N’oublie pas l’hiver
Réflexions sur le temps et les gens qui passent
Dans le frimas de février, je me suis rendue à Timisoara, intimidée. Par l’inconnu, l’étrangeté des lieux et des époques qui se juxtaposent sans véritable ordre, tout comme les volontés, modernes ou passéistes. Cet endroit ne ressemble à rien que je connaisse sauf mes fantasmes, ceux de l’est, des cités abandonnées pour d’impossibles exils et de l’invitation à réaliser une œuvre qui engloberait tout cela.
Lorsque j’ai visité le jardin, la guerre n’était qu’une hypothèse réelle. Maintenant qu’elle est avérée, et avant qu’elle ne nous déborde, convoquer l’hiver est rude.
Je pensais à tout son sous-jacent, les bourgeons qui chas- sent les feuilles à la fin de l’automne, à nos résurgences amnésiques de l’obscurité qui le précèdent. Je pensais à cette ombre si nette près du tronc, floue et large en s’en éloignant. Au soleil bas, aux branches vide et au sol plein. A la mémoire prompte a s’effacer et a ressurgir.
Je me suis projetée sur l’ombre étirée des arbres de la placette dans l’enceinte de l’Institut Français.

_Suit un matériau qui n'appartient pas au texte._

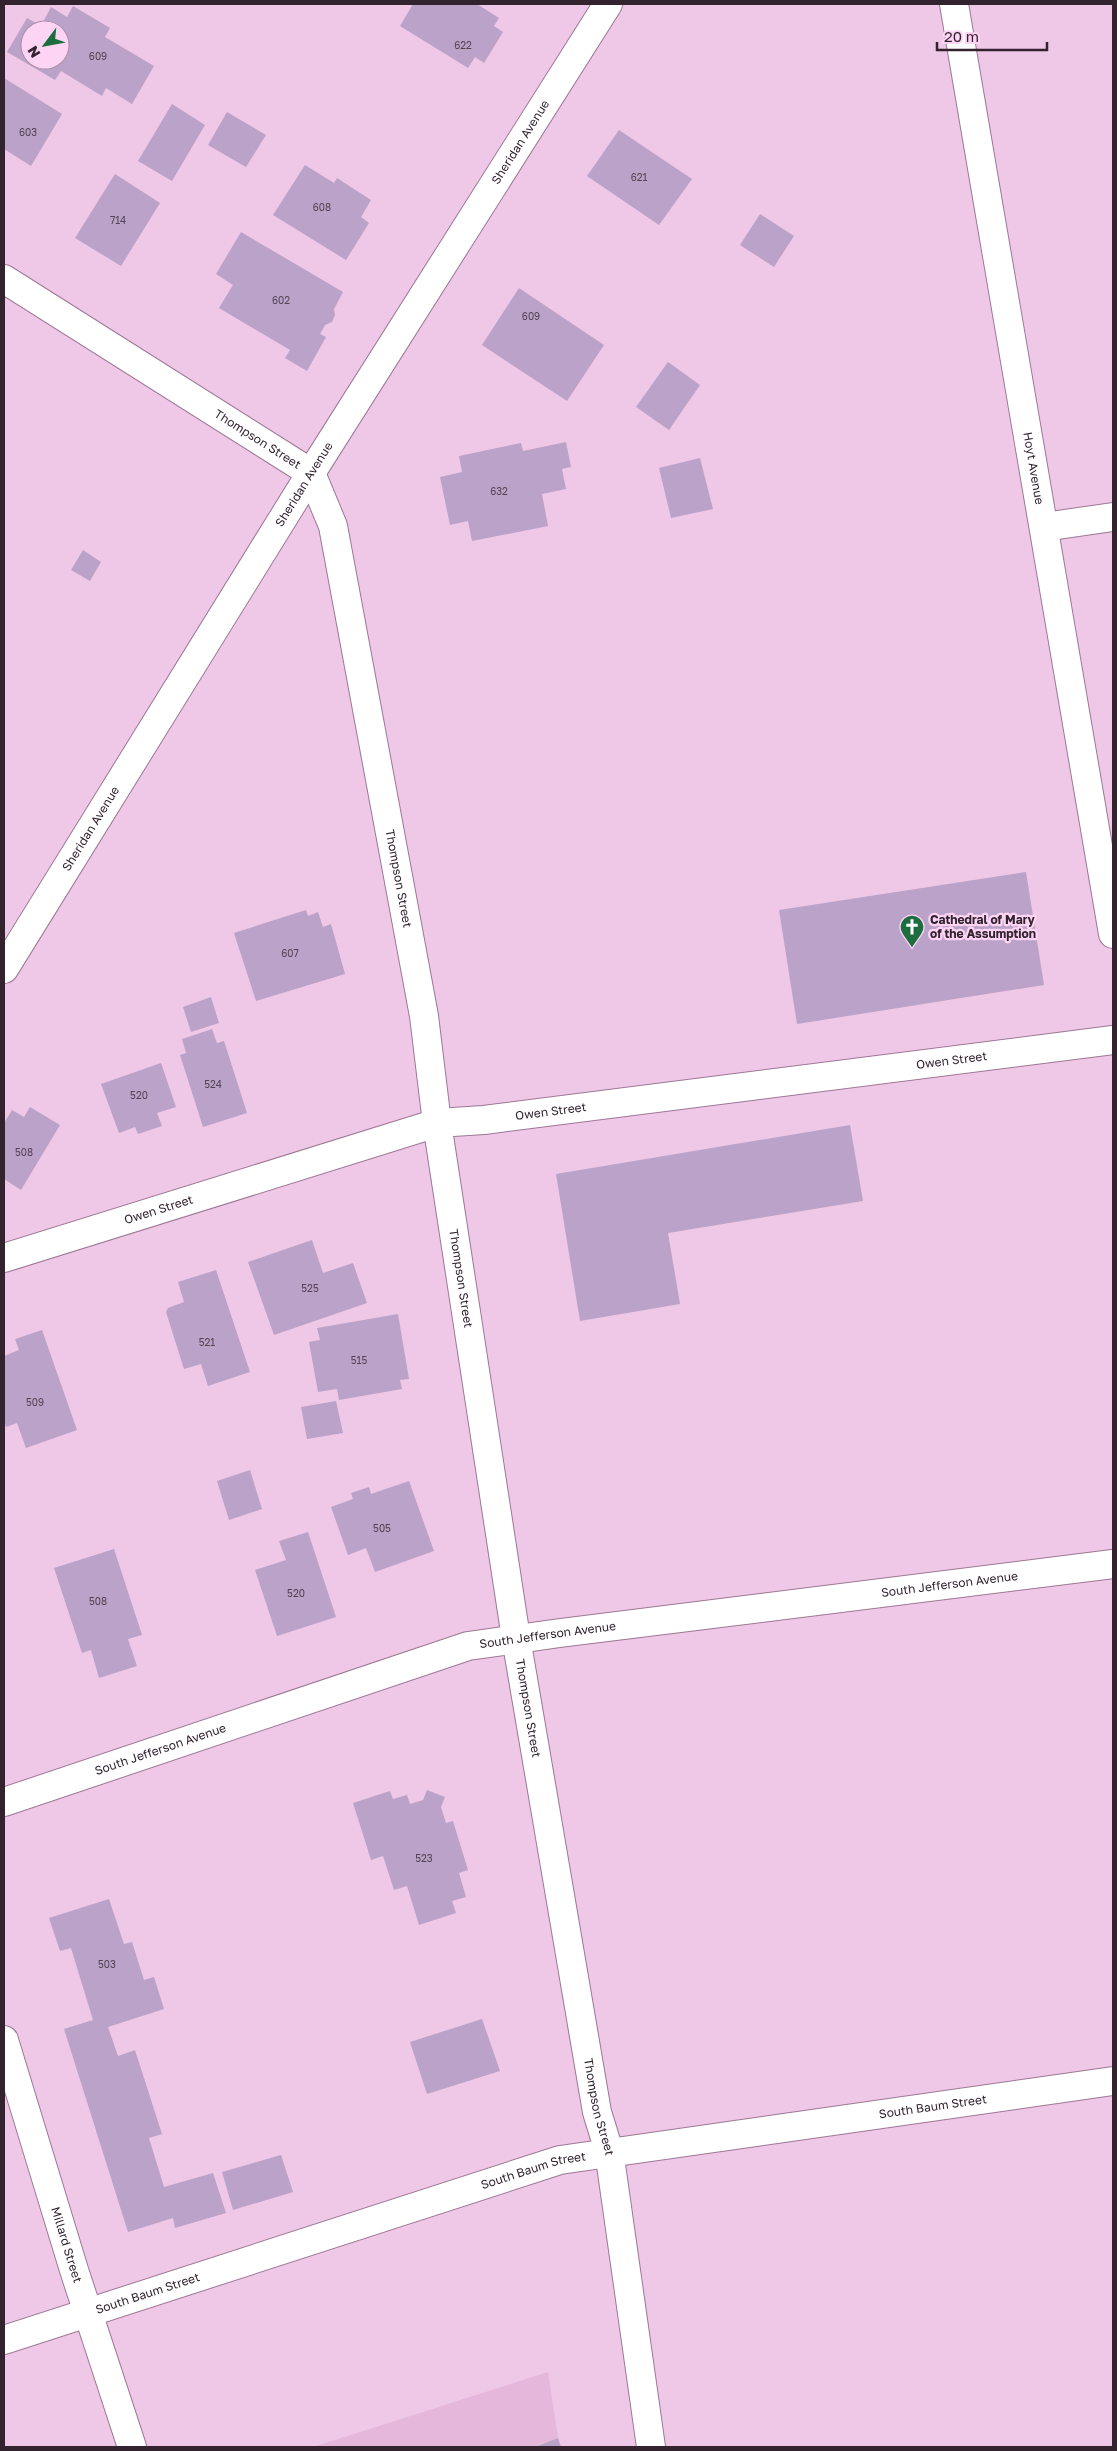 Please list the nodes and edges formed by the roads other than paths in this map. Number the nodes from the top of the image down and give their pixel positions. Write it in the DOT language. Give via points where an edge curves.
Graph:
graph roads {
  1 [pos="608,4"];
  2 [pos="954,4"];
  3 [pos="4,280"];
  4 [pos="311,473"];
  5 [pos="1113,517"];
  6 [pos="1044,527"];
  7 [pos="1113,934"];
  8 [pos="4,968"];
  9 [pos="1113,1040"];
  10 [pos="438,1123"];
  11 [pos="4,1258"];
  12 [pos="1113,1564"];
  13 [pos="516,1638"];
  14 [pos="4,1802"];
  15 [pos="4,2040"];
  16 [pos="1113,2081"];
  17 [pos="609,2151"];
  18 [pos="88,2312"];
  19 [pos="4,2340"];
  20 [pos="132,2447"];
  21 [pos="651,2447"];
  1 -- 4 [label="street, Sheridan Avenue"];
  2 -- 6 [label="street, Hoyt Avenue"];
  3 -- 4 [label="street, Thompson Street"];
  4 -- 8 [label="street, Sheridan Avenue"];
  4 -- 10 [label="street, Thompson Street" via="333,526 424,1016"];
  5 -- 6 [label="street"];
  6 -- 7 [label="street, Hoyt Avenue"];
  9 -- 10 [label="street, Owen Street" via="484,1120"];
  10 -- 11 [label="street, Owen Street"];
  10 -- 13 [label="street, Thompson Street"];
  12 -- 13 [label="street, South Jefferson Avenue"];
  13 -- 14 [label="street, South Jefferson Avenue" via="468,1646"];
  13 -- 17 [label="street, Thompson Street" via="597,2112"];
  15 -- 18 [label="street, Millard Street"];
  16 -- 17 [label="street, South Baum Street"];
  17 -- 18 [label="street, South Baum Street" via="560,2160"];
  17 -- 21 [label="street, Thompson Street"];
  18 -- 19 [label="street, South Baum Street"];
  18 -- 20 [label="street, Millard Street"];
} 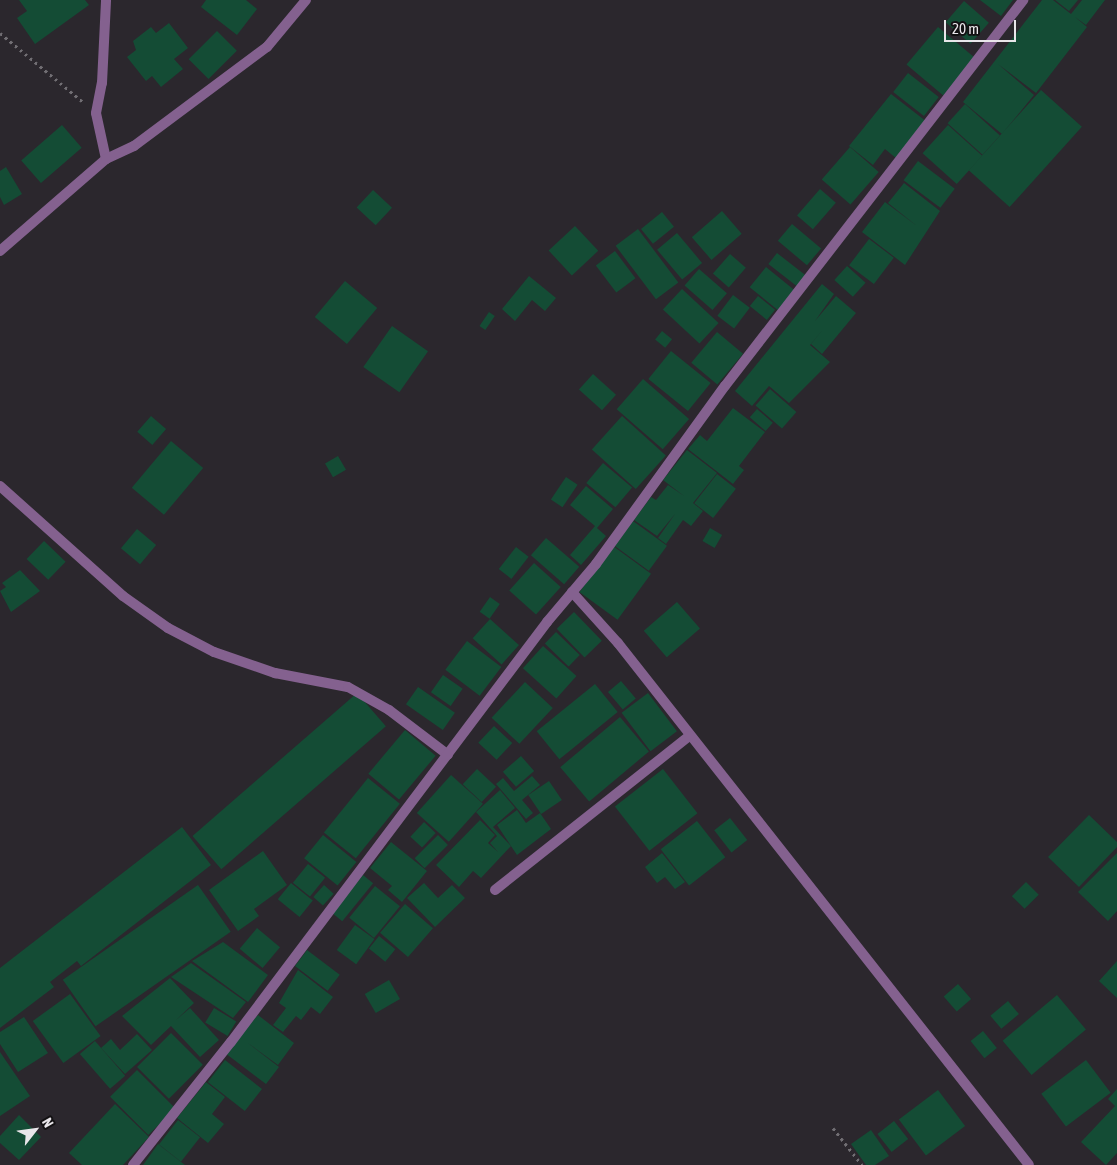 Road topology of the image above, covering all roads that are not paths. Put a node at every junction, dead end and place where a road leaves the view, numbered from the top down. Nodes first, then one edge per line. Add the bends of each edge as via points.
1 (106, 0) edge
2 (306, 0) edge
3 (1023, 0) edge
4 (106, 159) junction
5 (0, 251) edge
6 (0, 486) edge
7 (572, 592) junction
8 (689, 736) junction
9 (448, 754) junction
10 (495, 890) dead end
11 (133, 1165) edge
12 (1029, 1165) edge

1 - 4 street via 102,83 96,113
2 - 4 street via 267,47 134,146
3 - 7 street via 725,386
4 - 5 street
6 - 9 street via 123,596 168,628 214,652 275,674 348,687 390,710
7 - 8 street
7 - 9 street
8 - 10 street
8 - 12 street
9 - 11 street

Le titre m’est venu en premier, n’oublie pas l’hiver et ses ombres longues et souterraines. Lorsque la canopée est à son apogée, luxuriante des feuilles et des fleurs en attente de fruits, lorsque la douceur du printemps s’apprête à laisser la place à la chaleur de l’été, lorsque nous sommes réunis pour converser de nos victoires, sur nous même, sur l’obscure, n’oublions pas l’hiver et ses gestations.
Au temps qui est marqué à contre temps, celui de l’hiver au printemps, d’une heure abstraite qui ne revient jamais tout a fait de la même façon. Plutôt que de la marquer de rouge du vivant j’ai choisi celui du miroir de ce qui s’y reflète.
N’oublie pas l’hiver c’est aussi le lien qui nous lie a l’histoire, le cycle des vies et des morts, de la folie des hommes, des arrachements et des départs.